* _Exercise details_
Without changing a single word, restate the entries below.

- - - -

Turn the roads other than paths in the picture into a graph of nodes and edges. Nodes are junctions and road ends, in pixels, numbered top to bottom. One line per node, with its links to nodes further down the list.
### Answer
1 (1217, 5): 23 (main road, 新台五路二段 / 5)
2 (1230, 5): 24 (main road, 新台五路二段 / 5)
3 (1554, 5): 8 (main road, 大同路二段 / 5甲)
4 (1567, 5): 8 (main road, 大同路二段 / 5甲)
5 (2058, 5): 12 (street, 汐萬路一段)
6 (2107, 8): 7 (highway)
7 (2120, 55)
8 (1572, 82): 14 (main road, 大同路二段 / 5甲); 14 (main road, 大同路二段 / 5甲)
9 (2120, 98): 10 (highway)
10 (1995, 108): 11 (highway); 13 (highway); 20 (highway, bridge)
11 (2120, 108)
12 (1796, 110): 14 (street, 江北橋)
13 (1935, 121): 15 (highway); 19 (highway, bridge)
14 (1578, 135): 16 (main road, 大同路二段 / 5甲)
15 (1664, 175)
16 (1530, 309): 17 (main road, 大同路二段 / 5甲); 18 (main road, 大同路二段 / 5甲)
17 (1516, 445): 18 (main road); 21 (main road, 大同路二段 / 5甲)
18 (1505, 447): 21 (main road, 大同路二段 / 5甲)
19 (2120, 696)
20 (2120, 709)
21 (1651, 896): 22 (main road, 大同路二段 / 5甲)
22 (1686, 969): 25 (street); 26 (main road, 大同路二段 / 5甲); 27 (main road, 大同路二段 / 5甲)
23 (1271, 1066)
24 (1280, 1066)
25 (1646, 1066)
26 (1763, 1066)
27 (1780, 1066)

- - - -

* _Task answer_
Turn the roads other than paths in the picture into a graph of nodes and edges. Nodes are junctions and road ends, in pixels, numbered top to bottom. One line per node, with its links to nodes further down the list.
### Answer
1 (1217, 5): 23 (main road, 新台五路二段 / 5)
2 (1230, 5): 24 (main road, 新台五路二段 / 5)
3 (1554, 5): 8 (main road, 大同路二段 / 5甲)
4 (1567, 5): 8 (main road, 大同路二段 / 5甲)
5 (2058, 5): 12 (street, 汐萬路一段)
6 (2107, 8): 7 (highway)
7 (2120, 55)
8 (1572, 82): 14 (main road, 大同路二段 / 5甲); 14 (main road, 大同路二段 / 5甲)
9 (2120, 98): 10 (highway)
10 (1995, 108): 11 (highway); 13 (highway); 20 (highway, bridge)
11 (2120, 108)
12 (1796, 110): 14 (street, 江北橋)
13 (1935, 121): 15 (highway); 19 (highway, bridge)
14 (1578, 135): 16 (main road, 大同路二段 / 5甲)
15 (1664, 175)
16 (1530, 309): 17 (main road, 大同路二段 / 5甲); 18 (main road, 大同路二段 / 5甲)
17 (1516, 445): 18 (main road); 21 (main road, 大同路二段 / 5甲)
18 (1505, 447): 21 (main road, 大同路二段 / 5甲)
19 (2120, 696)
20 (2120, 709)
21 (1651, 896): 22 (main road, 大同路二段 / 5甲)
22 (1686, 969): 25 (street); 26 (main road, 大同路二段 / 5甲); 27 (main road, 大同路二段 / 5甲)
23 (1271, 1066)
24 (1280, 1066)
25 (1646, 1066)
26 (1763, 1066)
27 (1780, 1066)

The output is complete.